= WHAT YOU SHOULD DO =
Copy out exactly the lines from the start of the data to the line containing "Localize all labels, symbols and controls in the street". Include both.

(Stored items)
---------------

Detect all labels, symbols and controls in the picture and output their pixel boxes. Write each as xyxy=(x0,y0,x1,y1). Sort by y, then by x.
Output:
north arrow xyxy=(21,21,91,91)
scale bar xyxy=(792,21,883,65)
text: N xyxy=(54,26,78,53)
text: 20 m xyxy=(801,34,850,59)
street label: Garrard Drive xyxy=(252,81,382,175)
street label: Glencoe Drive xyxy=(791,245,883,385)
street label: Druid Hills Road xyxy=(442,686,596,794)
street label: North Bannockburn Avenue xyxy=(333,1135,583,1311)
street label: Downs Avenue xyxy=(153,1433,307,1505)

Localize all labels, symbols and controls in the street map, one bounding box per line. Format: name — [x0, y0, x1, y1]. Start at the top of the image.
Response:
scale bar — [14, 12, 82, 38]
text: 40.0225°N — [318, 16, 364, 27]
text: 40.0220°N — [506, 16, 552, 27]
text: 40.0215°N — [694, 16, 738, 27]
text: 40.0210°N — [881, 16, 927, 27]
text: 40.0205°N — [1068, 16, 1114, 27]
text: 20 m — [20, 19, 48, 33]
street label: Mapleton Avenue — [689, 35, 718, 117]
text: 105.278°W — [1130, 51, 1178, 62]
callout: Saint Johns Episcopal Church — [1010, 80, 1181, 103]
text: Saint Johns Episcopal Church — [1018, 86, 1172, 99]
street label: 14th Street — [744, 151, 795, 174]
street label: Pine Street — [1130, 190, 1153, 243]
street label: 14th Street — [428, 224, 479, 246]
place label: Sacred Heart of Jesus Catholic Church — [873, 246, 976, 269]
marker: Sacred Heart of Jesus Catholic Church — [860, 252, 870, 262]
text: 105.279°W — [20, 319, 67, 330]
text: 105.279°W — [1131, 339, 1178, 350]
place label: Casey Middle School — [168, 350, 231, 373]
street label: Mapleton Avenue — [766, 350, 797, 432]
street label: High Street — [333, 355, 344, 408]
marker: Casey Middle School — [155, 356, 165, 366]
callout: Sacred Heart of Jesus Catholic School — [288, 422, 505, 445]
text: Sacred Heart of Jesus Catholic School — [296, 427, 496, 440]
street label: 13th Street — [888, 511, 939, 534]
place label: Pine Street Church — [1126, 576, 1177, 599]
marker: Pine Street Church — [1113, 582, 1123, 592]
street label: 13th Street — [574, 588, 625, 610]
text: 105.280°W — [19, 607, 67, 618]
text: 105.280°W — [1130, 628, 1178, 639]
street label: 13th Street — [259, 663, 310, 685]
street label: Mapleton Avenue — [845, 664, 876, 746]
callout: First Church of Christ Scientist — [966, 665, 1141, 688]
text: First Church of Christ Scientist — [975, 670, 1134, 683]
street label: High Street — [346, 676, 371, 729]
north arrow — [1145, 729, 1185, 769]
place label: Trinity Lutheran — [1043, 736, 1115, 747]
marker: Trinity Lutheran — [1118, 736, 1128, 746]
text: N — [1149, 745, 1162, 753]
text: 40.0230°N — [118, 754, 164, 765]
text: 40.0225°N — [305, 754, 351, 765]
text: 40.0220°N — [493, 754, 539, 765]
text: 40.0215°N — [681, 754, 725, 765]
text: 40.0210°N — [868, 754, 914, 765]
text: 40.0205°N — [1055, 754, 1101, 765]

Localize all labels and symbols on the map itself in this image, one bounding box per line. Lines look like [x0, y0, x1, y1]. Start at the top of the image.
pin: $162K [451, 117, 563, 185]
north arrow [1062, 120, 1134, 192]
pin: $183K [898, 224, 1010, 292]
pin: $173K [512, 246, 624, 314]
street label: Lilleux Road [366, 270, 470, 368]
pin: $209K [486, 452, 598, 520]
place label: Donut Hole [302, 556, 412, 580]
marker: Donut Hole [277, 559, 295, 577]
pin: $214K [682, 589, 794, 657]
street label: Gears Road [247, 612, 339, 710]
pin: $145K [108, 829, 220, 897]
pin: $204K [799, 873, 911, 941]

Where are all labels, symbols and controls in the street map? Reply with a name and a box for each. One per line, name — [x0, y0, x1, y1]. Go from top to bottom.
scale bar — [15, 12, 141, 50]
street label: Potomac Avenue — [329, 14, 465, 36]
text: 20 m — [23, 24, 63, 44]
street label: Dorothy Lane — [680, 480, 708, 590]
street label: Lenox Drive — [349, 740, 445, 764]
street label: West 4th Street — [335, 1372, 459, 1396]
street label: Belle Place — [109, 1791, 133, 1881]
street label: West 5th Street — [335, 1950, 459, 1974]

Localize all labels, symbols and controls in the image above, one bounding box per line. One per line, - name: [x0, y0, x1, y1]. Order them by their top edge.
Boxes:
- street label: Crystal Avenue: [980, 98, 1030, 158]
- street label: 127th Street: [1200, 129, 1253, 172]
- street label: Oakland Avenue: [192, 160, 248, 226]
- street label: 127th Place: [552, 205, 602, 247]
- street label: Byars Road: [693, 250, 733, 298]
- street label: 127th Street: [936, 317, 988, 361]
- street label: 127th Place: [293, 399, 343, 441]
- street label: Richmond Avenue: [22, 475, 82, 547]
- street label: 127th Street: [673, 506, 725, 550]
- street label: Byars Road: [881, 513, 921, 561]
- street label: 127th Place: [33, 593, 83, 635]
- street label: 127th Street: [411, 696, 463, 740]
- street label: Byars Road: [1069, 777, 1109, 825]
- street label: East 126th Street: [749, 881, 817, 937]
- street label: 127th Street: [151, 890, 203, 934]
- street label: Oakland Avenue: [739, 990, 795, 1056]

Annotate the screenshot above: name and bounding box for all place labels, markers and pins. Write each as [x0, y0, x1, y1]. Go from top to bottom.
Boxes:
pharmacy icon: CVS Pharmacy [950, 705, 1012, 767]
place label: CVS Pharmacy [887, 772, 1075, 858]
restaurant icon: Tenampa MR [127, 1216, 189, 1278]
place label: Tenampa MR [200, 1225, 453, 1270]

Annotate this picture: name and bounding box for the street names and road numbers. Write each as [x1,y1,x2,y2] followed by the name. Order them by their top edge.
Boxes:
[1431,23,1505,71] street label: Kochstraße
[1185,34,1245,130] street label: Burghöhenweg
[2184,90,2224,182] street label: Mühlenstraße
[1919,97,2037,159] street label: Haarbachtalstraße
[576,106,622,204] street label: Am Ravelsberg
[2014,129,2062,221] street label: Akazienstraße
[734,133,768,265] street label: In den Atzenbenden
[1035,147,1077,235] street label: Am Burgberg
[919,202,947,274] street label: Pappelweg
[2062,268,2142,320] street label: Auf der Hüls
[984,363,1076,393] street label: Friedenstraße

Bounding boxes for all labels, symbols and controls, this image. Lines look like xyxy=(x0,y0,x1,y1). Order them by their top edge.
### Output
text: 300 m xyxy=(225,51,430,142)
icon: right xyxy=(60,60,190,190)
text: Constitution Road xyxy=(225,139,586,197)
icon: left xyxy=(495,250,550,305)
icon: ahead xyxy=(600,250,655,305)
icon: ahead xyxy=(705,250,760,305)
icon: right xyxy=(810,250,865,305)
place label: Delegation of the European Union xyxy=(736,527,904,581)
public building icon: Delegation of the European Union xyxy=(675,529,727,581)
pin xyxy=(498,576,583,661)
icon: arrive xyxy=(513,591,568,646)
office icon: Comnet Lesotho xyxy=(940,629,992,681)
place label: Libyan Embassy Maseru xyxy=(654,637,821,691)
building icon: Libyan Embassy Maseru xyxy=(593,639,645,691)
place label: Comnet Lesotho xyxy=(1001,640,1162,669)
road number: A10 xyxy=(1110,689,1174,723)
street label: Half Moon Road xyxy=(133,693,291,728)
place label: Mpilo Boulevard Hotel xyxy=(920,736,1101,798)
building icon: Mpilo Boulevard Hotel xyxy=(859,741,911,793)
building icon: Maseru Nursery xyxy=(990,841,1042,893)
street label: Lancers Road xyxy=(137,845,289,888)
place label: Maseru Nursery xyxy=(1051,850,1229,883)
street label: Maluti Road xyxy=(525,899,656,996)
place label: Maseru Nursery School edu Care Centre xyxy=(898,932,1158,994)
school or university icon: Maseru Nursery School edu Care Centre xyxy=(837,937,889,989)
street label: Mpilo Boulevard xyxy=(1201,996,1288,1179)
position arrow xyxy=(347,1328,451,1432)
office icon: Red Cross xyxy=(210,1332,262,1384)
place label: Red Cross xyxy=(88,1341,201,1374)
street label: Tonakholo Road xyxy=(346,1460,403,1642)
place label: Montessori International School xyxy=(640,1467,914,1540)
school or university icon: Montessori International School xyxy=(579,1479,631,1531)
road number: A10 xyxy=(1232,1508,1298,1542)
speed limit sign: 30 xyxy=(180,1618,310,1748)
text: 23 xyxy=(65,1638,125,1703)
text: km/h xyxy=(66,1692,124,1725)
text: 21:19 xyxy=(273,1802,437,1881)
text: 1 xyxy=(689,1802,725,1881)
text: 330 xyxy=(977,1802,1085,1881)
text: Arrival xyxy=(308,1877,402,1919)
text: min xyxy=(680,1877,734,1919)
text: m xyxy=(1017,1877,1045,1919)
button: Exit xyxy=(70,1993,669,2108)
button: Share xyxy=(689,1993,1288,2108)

---------------

= RESULT BELOW =
Detect all labels, symbols and controls in the picture and output their pixel boxes. Write each as xyxy=(x0,y0,x1,y1). Sort by y, then by x.
Output:
north arrow xyxy=(21,21,91,91)
scale bar xyxy=(792,21,883,65)
text: N xyxy=(54,26,78,53)
text: 20 m xyxy=(801,34,850,59)
street label: Garrard Drive xyxy=(252,81,382,175)
street label: Glencoe Drive xyxy=(791,245,883,385)
street label: Druid Hills Road xyxy=(442,686,596,794)
street label: North Bannockburn Avenue xyxy=(333,1135,583,1311)
street label: Downs Avenue xyxy=(153,1433,307,1505)

Localize all labels, symbols and controls in the street map, one bounding box per line. Format: name — [x0, y0, x1, y1]. Start at the top of the image.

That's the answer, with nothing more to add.